#### Data for processing
○ ○ ○ ○
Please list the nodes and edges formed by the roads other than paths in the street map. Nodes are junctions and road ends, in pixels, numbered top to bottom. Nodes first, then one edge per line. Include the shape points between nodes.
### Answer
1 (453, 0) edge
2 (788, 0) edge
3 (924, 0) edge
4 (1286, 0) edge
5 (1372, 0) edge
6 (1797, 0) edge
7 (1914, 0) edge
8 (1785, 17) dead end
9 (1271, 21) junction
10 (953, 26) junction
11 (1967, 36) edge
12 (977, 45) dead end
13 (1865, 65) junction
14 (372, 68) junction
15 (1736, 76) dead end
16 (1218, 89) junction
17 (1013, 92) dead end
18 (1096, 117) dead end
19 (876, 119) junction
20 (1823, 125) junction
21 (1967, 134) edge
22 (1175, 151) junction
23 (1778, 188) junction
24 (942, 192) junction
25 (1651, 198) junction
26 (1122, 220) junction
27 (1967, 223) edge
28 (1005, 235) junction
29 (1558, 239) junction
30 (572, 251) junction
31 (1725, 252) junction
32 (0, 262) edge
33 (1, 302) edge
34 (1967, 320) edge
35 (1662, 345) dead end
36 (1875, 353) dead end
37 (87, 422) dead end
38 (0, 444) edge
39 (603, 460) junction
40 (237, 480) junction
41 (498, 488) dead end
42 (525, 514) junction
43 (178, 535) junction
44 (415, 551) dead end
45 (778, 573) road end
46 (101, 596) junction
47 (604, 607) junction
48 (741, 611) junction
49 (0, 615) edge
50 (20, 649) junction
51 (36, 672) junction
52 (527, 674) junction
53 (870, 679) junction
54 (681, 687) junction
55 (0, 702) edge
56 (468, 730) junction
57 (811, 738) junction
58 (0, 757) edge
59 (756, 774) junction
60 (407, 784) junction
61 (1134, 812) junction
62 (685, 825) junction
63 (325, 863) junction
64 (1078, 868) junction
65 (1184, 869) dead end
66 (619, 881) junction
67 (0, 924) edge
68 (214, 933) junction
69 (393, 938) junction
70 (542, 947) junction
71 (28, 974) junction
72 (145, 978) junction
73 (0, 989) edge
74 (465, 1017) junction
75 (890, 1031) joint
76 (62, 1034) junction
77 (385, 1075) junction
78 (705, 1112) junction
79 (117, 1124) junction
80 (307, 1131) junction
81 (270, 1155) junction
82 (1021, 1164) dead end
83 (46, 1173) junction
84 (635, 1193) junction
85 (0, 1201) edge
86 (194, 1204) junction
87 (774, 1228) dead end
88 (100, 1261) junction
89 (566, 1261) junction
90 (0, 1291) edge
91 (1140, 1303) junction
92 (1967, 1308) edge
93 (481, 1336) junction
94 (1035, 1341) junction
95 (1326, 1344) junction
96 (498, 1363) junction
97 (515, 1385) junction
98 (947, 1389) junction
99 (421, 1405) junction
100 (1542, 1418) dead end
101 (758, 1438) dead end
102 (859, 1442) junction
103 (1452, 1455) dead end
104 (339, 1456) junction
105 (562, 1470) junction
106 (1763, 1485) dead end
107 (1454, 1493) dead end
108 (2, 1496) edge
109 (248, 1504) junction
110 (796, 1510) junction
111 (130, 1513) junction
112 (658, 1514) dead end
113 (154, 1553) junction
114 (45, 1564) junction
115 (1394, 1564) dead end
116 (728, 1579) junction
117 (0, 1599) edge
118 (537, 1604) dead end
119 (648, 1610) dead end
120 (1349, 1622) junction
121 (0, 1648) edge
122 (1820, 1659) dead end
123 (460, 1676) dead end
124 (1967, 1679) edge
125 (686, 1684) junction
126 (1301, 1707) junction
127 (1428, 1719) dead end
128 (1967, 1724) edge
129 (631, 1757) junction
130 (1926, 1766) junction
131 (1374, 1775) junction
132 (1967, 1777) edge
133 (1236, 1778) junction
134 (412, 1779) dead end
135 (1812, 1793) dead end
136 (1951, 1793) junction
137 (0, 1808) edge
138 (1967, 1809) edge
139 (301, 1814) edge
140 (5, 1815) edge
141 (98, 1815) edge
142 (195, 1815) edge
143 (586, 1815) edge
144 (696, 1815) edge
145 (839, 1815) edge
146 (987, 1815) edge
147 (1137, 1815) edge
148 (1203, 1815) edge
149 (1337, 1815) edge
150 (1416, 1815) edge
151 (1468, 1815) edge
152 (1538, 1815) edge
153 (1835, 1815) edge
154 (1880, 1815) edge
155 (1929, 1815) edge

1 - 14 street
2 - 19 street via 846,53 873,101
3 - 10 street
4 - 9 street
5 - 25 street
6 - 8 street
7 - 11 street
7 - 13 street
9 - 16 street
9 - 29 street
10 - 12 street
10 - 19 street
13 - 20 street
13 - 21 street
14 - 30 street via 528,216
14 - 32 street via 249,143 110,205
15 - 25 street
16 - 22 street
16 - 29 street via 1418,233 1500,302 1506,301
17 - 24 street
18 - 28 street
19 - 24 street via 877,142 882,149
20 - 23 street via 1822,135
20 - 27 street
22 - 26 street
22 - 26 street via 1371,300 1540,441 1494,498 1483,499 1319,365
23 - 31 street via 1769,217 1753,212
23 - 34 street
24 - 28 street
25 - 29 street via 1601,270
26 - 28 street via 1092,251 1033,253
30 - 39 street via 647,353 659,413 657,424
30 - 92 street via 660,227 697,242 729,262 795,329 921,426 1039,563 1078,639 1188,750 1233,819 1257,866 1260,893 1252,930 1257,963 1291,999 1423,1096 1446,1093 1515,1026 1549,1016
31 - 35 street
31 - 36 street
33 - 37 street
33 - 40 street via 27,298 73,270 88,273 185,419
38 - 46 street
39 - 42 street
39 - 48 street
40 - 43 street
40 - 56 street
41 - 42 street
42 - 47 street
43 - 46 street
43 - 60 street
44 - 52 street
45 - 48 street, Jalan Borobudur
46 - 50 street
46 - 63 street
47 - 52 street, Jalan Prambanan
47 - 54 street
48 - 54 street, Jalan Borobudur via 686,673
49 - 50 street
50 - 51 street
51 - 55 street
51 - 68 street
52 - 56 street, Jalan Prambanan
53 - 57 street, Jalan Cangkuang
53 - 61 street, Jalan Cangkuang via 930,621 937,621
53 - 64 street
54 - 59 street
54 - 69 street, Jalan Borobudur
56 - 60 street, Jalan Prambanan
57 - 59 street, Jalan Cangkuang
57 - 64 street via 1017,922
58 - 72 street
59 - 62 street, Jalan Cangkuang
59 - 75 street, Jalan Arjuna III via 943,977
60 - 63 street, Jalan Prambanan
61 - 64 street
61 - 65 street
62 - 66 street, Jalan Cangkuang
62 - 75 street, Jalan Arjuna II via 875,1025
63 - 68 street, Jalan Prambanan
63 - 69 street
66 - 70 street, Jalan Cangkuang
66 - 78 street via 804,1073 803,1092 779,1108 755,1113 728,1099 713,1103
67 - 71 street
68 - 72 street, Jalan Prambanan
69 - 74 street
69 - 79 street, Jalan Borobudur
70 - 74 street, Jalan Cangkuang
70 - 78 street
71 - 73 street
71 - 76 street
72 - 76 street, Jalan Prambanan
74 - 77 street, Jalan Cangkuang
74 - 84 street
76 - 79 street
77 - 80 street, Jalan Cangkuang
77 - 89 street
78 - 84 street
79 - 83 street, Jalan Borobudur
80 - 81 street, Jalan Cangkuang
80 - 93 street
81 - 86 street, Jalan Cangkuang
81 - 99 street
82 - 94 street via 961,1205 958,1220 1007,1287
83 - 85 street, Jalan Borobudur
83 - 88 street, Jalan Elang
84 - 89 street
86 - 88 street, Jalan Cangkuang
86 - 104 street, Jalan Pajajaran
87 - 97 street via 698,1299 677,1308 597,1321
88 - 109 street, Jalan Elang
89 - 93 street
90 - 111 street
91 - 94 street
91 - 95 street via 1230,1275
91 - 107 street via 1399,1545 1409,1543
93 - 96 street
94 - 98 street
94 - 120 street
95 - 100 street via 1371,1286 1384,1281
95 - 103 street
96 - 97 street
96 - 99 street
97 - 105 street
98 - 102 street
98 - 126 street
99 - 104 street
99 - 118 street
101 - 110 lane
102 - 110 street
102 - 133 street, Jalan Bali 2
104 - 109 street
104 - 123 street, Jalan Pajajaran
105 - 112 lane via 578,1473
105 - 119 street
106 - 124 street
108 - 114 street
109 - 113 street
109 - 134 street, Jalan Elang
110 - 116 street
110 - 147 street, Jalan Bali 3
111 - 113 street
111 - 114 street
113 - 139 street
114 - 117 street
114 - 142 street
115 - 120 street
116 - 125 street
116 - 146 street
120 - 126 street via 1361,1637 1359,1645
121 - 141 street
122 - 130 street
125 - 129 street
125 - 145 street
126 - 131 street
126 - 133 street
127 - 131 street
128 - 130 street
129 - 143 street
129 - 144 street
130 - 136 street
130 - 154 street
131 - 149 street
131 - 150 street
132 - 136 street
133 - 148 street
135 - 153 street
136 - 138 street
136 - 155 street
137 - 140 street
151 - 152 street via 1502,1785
○ ○ ○ ○
#### Your instructions
Among the lines of the material, find those that hold the word "Arjuna" and copy them.

#### Exercise output
59 - 75 street, Jalan Arjuna III via 943,977
62 - 75 street, Jalan Arjuna II via 875,1025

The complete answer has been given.